▶ [What to produce] The material below must be restated exactly, line by line.

▶ [Data provided]
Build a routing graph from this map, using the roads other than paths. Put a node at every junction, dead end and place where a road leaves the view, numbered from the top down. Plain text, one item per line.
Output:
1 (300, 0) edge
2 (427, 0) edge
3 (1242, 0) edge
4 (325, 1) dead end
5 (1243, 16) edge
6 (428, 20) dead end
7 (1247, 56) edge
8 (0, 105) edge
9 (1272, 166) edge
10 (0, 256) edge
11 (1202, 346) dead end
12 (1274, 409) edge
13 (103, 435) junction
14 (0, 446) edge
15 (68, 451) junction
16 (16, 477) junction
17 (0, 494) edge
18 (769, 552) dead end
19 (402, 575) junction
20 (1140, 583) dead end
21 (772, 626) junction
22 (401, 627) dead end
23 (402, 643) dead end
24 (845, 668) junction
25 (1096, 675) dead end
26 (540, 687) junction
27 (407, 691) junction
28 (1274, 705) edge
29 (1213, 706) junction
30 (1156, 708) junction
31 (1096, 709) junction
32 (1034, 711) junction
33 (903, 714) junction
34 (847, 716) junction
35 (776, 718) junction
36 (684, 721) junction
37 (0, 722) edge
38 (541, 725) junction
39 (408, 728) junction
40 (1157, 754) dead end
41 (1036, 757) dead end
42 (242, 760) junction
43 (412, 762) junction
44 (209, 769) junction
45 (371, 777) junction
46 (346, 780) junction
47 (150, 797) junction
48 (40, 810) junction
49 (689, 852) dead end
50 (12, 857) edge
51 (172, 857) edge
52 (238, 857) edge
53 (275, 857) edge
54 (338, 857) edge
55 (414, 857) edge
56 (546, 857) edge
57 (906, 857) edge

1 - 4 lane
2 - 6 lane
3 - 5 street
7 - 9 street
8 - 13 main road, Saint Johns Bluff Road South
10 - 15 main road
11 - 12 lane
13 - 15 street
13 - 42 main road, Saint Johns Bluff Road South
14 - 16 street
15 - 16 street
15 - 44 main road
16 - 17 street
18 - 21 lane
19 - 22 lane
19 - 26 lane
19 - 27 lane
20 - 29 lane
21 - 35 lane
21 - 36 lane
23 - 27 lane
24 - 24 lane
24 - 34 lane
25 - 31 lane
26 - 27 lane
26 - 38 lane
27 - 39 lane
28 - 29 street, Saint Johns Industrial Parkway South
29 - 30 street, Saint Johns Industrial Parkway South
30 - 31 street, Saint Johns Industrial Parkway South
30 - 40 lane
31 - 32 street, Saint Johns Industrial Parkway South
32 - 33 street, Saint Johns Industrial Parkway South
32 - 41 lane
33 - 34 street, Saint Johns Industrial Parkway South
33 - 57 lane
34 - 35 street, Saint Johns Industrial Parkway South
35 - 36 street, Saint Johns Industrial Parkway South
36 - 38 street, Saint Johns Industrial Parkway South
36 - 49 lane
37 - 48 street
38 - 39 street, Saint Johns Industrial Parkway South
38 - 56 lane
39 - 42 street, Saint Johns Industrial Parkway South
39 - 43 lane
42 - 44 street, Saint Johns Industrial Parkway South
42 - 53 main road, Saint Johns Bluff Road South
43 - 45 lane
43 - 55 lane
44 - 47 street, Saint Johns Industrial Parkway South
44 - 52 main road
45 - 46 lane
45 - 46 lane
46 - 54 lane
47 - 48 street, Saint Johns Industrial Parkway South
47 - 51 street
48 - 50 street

▶ [Output for this exercise]
Build a routing graph from this map, using the roads other than paths. Put a node at every junction, dead end and place where a road leaves the view, numbered from the top down. Plain text, one item per line.
Output:
1 (300, 0) edge
2 (427, 0) edge
3 (1242, 0) edge
4 (325, 1) dead end
5 (1243, 16) edge
6 (428, 20) dead end
7 (1247, 56) edge
8 (0, 105) edge
9 (1272, 166) edge
10 (0, 256) edge
11 (1202, 346) dead end
12 (1274, 409) edge
13 (103, 435) junction
14 (0, 446) edge
15 (68, 451) junction
16 (16, 477) junction
17 (0, 494) edge
18 (769, 552) dead end
19 (402, 575) junction
20 (1140, 583) dead end
21 (772, 626) junction
22 (401, 627) dead end
23 (402, 643) dead end
24 (845, 668) junction
25 (1096, 675) dead end
26 (540, 687) junction
27 (407, 691) junction
28 (1274, 705) edge
29 (1213, 706) junction
30 (1156, 708) junction
31 (1096, 709) junction
32 (1034, 711) junction
33 (903, 714) junction
34 (847, 716) junction
35 (776, 718) junction
36 (684, 721) junction
37 (0, 722) edge
38 (541, 725) junction
39 (408, 728) junction
40 (1157, 754) dead end
41 (1036, 757) dead end
42 (242, 760) junction
43 (412, 762) junction
44 (209, 769) junction
45 (371, 777) junction
46 (346, 780) junction
47 (150, 797) junction
48 (40, 810) junction
49 (689, 852) dead end
50 (12, 857) edge
51 (172, 857) edge
52 (238, 857) edge
53 (275, 857) edge
54 (338, 857) edge
55 (414, 857) edge
56 (546, 857) edge
57 (906, 857) edge

1 - 4 lane
2 - 6 lane
3 - 5 street
7 - 9 street
8 - 13 main road, Saint Johns Bluff Road South
10 - 15 main road
11 - 12 lane
13 - 15 street
13 - 42 main road, Saint Johns Bluff Road South
14 - 16 street
15 - 16 street
15 - 44 main road
16 - 17 street
18 - 21 lane
19 - 22 lane
19 - 26 lane
19 - 27 lane
20 - 29 lane
21 - 35 lane
21 - 36 lane
23 - 27 lane
24 - 24 lane
24 - 34 lane
25 - 31 lane
26 - 27 lane
26 - 38 lane
27 - 39 lane
28 - 29 street, Saint Johns Industrial Parkway South
29 - 30 street, Saint Johns Industrial Parkway South
30 - 31 street, Saint Johns Industrial Parkway South
30 - 40 lane
31 - 32 street, Saint Johns Industrial Parkway South
32 - 33 street, Saint Johns Industrial Parkway South
32 - 41 lane
33 - 34 street, Saint Johns Industrial Parkway South
33 - 57 lane
34 - 35 street, Saint Johns Industrial Parkway South
35 - 36 street, Saint Johns Industrial Parkway South
36 - 38 street, Saint Johns Industrial Parkway South
36 - 49 lane
37 - 48 street
38 - 39 street, Saint Johns Industrial Parkway South
38 - 56 lane
39 - 42 street, Saint Johns Industrial Parkway South
39 - 43 lane
42 - 44 street, Saint Johns Industrial Parkway South
42 - 53 main road, Saint Johns Bluff Road South
43 - 45 lane
43 - 55 lane
44 - 47 street, Saint Johns Industrial Parkway South
44 - 52 main road
45 - 46 lane
45 - 46 lane
46 - 54 lane
47 - 48 street, Saint Johns Industrial Parkway South
47 - 51 street
48 - 50 street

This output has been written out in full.